A paper by Bryan, Yeager & O'Brien (2019) sheds a new light on the replication crisis in psychology. An image that has emerged here and there of original authors as tinkering cheats and replicators as holy defenders of scientific morality must be revised. Replicators often take too many liberties, both in the design of their research and in the way in which they analyze data.

Replicators have an interest in replication failure

Trust in psychological science has come under pressure since 2011 due to many failed attempts to replicate previous research findings. This has led to greater skepticism among lay people about psychology and to stricter methodological demands on researchers. Understandably, much attention has been paid to the integrity and methodological quality of the original authors.

A conflict that these original authors faced is between the desire to work scientifically with integrity and well and to find significant results. Finding significant results was important because scientific journals have long had very little interest in publishing insignificant results. This made it tempting for original authors to arrange their experimental designs and data analysis methods in such a way that the chance of significant results was as high as possible.

In recent years, the implicit assumption has always been that replication researchers were not faced with such a conflict. But this assumption is incorrect. Magazines are now more interested in publishing failed replications than successful replications. That is why there is a conflict for replicators between the desire to work scientifically with integrity and well on the one hand and the desire to publish non-significant results on the other. Original authors may be tempted to show significant results where there are none (false positives) while replicators may be tempted to mask significant results (false negatives).

Replicators allow themselves too much freedom in research design and data analysis

Bryan et al. explain that the demands placed on replications are now mainly focused on the use of larger samples, comparable experimental materials and robustness checks on the data analysis. But they argue and demonstrate that these requirements leave many degrees of freedom for replicators to produce zero results. The freedoms may relate to, for example, the context and time in which the research is situated, the type of respondents and the way the respondents were recruited. The effect of these kinds of deviations from the original publications may be that there is no real replication.

The authors describe in detail how two replications of a study by Bryan et al. (2011) used different types of freedoms and reported zero results. They then re-analyzed the results of the second study and found strong evidence for the effect found by the original author. This effect found in the replication study data was initially masked by some incorrect choices in the replicators study.

Unmaskers unmasked?

The struggle in psychology in recent years seemed to be one between discoverers and unmaskers. The discoverers were the original authors who reported an effect in their study. The unmaskers were the noble defenders of science who showed that discoverers often fiddled with results in order to get their studies published. This picture is misleading. 

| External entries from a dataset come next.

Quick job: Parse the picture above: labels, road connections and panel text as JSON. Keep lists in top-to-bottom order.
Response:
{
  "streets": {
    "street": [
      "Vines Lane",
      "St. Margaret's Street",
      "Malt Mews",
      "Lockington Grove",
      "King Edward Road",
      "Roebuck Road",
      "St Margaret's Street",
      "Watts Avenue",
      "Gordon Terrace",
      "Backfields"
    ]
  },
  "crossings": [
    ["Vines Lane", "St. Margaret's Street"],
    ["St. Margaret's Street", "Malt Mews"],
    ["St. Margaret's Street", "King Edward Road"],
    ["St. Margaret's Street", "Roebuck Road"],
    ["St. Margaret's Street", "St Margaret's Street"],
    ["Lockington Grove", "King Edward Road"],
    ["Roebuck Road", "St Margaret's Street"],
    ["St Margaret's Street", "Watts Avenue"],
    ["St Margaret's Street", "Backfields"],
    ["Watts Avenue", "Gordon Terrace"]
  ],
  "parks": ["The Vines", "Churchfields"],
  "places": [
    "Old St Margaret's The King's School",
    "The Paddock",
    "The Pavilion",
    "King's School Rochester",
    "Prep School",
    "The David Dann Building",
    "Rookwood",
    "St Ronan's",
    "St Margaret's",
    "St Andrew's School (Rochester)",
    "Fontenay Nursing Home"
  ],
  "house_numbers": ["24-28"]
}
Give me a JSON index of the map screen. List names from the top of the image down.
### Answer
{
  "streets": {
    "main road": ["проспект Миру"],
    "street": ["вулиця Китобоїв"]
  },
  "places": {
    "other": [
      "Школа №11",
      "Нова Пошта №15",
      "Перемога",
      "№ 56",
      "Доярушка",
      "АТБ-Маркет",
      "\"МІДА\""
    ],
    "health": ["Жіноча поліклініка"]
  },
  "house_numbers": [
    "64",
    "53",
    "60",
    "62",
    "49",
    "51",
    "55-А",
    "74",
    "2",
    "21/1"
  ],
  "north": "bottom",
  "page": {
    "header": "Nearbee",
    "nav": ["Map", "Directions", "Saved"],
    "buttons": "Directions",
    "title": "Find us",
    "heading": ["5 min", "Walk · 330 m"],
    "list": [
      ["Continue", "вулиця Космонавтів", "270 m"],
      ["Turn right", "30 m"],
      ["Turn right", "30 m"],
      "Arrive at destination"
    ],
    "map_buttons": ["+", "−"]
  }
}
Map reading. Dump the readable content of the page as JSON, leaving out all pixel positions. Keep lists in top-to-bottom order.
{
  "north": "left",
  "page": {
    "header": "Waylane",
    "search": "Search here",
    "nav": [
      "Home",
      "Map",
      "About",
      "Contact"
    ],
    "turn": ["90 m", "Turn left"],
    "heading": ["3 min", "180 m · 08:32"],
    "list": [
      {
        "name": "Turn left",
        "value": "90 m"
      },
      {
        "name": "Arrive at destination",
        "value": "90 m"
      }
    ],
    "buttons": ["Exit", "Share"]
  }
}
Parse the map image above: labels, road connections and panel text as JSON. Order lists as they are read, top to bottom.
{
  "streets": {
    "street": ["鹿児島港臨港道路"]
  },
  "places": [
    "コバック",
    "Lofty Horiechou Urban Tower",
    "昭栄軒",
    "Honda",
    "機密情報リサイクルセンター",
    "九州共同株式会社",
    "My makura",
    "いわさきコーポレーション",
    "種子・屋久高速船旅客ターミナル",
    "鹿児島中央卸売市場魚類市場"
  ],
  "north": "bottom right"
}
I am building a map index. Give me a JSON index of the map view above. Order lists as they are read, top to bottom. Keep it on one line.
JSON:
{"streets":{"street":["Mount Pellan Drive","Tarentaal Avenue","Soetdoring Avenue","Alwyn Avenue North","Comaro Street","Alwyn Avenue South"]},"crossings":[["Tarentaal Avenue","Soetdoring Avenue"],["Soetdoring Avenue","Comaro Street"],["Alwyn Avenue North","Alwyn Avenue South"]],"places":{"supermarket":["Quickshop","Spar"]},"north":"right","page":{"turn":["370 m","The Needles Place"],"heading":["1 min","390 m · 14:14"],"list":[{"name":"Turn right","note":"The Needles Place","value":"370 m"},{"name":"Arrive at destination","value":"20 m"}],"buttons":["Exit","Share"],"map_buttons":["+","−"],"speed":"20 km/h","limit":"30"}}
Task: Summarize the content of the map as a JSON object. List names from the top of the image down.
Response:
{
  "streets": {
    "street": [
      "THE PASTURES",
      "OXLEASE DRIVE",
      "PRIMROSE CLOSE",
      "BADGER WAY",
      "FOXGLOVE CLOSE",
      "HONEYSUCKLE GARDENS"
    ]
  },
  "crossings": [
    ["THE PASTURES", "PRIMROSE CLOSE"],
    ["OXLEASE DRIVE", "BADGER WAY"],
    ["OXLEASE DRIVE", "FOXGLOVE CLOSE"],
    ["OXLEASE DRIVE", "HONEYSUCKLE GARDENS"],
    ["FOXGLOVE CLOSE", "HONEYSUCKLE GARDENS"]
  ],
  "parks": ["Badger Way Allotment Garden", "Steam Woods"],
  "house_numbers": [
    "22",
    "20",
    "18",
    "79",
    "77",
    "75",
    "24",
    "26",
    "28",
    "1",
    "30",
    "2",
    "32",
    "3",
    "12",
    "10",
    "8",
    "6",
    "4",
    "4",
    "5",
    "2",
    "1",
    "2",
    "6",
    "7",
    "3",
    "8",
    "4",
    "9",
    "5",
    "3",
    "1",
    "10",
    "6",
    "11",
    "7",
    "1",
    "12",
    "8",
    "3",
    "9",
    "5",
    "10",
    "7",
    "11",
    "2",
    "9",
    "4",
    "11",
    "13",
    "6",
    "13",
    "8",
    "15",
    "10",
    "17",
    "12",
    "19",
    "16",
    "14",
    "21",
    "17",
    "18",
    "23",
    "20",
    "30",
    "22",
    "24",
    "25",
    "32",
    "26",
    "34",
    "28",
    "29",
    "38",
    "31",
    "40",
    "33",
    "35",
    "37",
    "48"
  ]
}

It is right to look very critically at original publications. Science advances because different scientists critically assess each other's work and conduct replication research.

But the idea that only those who say yes can have opportunistic interests is wrong. Naysayers also have an interest. First, replicators may have a general opportunistic interest. There is a sizeable market for unmasking publications: magazines are more interested in publishing unsuccessful publications than successful ones. Second, replicators may have a specific opportunistic interest in disproving original authors' findings. That interest may be that they have an alternative model, theory they want to defend and that is at odds with the model, the theory of the original author.

This last thought sometimes comes to mind when I read work of research that refutes mindset (read more) or deliberate practice research (read more). In these studies, claims and research methods of the original authors (in these cases, Anders Ericsson and Carol Dweck) are misrepresented, explained, and replicated. A recent example concerns a replication study of Mueller & Dweck (1998) by Li & Bates (2019). As Dweck & Yeager (2019) demonstrate, the replicators make essential mistakes in their research. Dweck & Yeager show that a simple re-analysis of Li & Bates' data does show the original effect.